> _TASK DETAILS_: Both the line containing "cairo_set_source_rgb(ctx, (color >>" and the line containing "cairo_select_font_face(ctx, st->family, st->italic" belong to the span. Output exactly that span from the listing below, and nothing outside it.

BEGIN

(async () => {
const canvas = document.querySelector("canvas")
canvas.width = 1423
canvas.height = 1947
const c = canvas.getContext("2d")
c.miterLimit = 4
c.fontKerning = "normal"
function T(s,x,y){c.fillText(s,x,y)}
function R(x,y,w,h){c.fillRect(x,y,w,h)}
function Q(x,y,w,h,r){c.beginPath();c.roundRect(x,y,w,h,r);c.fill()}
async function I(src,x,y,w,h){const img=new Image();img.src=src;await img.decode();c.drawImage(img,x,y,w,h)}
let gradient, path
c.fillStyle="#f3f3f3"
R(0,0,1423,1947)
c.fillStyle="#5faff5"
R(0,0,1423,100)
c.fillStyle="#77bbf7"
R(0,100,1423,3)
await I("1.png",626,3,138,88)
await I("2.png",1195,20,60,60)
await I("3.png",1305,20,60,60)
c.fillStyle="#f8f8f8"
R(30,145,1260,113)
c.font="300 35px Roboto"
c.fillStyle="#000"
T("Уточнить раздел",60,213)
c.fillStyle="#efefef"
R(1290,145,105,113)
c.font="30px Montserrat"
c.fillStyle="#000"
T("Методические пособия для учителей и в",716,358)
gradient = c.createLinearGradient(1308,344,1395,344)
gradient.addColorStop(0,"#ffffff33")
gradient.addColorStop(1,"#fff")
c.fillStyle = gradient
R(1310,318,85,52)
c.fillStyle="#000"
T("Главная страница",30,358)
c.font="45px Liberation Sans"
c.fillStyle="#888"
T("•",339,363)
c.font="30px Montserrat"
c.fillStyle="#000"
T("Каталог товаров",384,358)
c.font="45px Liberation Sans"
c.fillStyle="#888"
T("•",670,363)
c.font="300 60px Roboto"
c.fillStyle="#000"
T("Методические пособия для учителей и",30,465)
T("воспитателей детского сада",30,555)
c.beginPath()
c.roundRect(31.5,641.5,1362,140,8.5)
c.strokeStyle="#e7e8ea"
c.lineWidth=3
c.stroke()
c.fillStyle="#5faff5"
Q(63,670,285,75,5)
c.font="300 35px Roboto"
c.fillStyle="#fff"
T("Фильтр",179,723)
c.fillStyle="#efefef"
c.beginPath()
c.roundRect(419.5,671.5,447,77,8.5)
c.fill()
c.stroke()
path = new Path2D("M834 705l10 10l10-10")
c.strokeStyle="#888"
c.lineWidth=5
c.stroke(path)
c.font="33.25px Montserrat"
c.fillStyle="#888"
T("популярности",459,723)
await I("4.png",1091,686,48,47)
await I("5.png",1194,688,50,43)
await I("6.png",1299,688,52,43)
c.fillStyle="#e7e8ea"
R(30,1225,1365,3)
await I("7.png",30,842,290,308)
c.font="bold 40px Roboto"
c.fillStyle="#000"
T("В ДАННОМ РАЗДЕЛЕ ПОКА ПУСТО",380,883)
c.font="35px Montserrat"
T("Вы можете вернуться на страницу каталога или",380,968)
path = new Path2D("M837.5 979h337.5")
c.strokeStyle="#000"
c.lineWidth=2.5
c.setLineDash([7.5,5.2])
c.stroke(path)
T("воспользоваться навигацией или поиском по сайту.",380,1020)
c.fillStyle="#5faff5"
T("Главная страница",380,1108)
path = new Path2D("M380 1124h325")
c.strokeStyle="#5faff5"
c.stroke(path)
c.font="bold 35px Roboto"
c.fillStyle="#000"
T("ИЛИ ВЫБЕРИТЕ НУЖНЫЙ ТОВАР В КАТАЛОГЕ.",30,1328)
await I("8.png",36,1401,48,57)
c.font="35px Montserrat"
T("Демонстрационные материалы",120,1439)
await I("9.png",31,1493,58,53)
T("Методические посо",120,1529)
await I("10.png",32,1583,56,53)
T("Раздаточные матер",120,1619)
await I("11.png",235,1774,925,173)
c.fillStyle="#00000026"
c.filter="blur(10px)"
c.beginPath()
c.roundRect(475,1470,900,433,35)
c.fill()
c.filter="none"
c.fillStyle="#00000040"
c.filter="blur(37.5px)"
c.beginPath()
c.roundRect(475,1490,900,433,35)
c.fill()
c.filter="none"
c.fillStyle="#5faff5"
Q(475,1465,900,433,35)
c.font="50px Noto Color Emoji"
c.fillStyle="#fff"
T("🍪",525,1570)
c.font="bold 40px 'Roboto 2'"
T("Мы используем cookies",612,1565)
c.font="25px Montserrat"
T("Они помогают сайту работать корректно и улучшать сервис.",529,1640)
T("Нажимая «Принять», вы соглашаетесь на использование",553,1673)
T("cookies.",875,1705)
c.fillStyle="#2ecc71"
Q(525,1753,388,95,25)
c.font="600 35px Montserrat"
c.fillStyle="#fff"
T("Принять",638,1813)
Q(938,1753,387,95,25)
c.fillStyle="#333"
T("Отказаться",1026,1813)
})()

END
BEGIN

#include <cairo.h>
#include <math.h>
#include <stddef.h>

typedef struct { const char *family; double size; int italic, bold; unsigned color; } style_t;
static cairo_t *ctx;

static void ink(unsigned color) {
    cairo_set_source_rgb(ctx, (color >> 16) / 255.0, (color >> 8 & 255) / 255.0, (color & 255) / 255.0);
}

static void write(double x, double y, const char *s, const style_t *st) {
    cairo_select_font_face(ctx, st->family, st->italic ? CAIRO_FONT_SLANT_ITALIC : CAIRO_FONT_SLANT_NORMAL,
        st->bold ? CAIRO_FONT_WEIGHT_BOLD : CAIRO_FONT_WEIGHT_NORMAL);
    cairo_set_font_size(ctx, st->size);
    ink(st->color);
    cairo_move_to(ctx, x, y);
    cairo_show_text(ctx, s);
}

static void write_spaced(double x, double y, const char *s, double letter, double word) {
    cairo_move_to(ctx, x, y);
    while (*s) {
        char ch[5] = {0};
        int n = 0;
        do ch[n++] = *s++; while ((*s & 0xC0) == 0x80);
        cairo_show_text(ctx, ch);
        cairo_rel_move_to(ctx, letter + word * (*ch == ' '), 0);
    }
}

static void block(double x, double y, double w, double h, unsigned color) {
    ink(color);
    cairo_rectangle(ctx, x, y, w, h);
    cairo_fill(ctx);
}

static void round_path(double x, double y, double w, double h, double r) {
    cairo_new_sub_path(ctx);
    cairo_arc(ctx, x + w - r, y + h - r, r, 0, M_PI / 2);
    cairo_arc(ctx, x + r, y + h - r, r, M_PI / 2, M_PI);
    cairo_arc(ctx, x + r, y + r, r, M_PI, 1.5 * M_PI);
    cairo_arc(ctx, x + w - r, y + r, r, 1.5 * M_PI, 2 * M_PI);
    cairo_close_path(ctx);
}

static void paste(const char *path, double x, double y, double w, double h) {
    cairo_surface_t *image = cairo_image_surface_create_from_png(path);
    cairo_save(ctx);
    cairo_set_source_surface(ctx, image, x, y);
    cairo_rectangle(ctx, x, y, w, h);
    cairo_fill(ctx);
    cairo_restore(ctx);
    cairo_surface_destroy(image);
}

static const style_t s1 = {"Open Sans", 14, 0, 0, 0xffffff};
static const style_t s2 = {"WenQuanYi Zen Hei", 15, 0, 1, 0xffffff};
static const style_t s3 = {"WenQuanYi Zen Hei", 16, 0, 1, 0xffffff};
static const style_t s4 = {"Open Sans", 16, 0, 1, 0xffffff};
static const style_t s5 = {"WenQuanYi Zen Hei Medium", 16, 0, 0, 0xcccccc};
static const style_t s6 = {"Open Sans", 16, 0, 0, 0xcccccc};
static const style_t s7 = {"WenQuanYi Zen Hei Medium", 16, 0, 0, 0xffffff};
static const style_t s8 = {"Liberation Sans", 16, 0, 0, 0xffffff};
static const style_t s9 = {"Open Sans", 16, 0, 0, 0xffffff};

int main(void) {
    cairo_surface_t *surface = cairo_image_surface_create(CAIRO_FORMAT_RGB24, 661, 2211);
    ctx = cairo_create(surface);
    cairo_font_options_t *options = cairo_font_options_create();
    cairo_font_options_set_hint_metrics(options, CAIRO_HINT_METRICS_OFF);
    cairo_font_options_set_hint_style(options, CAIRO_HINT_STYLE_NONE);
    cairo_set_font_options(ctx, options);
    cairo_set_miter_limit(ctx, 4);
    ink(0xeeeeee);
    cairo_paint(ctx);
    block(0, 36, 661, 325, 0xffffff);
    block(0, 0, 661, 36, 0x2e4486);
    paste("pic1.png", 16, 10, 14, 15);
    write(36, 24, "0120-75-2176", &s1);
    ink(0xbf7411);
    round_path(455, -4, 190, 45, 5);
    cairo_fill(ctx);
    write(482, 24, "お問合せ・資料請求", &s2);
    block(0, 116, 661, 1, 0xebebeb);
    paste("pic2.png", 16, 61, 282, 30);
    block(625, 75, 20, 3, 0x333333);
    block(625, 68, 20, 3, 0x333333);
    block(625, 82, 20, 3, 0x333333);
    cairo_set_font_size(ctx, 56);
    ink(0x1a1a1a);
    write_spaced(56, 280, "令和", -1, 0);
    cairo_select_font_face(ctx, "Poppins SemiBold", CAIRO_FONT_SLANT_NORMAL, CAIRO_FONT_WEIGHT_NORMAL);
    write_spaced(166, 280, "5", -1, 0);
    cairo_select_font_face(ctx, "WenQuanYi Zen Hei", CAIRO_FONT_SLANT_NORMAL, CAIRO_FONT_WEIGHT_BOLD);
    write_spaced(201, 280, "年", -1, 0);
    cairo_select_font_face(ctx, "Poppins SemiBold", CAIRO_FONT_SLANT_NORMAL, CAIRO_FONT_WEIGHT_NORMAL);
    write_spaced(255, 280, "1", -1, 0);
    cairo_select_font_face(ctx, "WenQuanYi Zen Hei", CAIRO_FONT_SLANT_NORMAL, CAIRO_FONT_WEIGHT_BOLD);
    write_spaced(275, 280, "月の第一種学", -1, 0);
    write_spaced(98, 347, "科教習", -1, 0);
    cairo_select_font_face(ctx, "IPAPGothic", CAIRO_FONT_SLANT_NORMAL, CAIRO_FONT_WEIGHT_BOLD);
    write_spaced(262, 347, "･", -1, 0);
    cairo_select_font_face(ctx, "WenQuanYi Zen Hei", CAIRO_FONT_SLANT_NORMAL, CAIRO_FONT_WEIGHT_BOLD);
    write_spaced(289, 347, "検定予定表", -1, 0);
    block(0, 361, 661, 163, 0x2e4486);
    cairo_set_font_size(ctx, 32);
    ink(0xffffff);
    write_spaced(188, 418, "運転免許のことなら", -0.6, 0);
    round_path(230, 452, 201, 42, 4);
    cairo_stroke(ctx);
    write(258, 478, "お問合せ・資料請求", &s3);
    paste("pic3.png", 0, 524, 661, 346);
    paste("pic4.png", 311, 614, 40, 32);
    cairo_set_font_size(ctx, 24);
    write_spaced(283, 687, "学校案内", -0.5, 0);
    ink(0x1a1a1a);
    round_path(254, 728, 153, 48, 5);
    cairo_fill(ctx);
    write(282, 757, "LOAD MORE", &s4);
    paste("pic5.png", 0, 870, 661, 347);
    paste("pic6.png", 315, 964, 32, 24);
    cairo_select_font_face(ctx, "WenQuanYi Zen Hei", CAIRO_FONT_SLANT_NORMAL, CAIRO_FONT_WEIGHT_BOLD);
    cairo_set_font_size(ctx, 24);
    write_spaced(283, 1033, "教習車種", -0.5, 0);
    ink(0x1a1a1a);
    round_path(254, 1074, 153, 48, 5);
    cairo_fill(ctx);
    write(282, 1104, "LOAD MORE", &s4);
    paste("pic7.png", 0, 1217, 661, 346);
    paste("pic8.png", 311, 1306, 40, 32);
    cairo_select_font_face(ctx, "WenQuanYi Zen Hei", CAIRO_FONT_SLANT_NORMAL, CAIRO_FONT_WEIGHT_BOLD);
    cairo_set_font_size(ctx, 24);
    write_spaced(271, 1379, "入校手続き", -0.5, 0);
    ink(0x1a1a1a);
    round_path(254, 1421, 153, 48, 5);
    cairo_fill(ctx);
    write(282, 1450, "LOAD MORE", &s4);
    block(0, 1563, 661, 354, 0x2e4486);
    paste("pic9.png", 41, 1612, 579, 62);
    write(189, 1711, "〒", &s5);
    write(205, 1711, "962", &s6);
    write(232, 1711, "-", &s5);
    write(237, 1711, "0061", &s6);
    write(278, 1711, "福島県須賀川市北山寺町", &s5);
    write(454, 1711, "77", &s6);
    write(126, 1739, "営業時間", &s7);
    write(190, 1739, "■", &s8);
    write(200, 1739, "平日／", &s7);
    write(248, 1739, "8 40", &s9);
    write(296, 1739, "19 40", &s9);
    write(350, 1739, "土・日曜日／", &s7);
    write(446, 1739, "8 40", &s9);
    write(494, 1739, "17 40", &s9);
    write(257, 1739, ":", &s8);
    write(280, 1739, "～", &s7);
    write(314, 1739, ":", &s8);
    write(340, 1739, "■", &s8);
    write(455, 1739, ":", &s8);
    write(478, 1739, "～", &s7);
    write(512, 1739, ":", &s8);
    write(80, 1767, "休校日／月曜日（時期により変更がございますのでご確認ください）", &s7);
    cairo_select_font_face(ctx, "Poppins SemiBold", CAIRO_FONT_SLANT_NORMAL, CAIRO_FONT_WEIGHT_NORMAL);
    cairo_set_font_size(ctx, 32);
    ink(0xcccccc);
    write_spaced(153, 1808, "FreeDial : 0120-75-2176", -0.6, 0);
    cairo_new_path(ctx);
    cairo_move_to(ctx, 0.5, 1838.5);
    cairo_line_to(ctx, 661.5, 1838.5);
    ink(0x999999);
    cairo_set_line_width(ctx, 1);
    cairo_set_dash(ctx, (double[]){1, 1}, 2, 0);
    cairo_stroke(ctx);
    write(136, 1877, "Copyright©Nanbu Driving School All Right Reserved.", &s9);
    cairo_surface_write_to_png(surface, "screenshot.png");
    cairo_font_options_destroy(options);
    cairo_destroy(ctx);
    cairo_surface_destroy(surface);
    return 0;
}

END

> _ANSWER SECTION_:
    cairo_set_source_rgb(ctx, (color >> 16) / 255.0, (color >> 8 & 255) / 255.0, (color & 255) / 255.0);
}

static void write(double x, double y, const char *s, const style_t *st) {
    cairo_select_font_face(ctx, st->family, st->italic ? CAIRO_FONT_SLANT_ITALIC : CAIRO_FONT_SLANT_NORMAL,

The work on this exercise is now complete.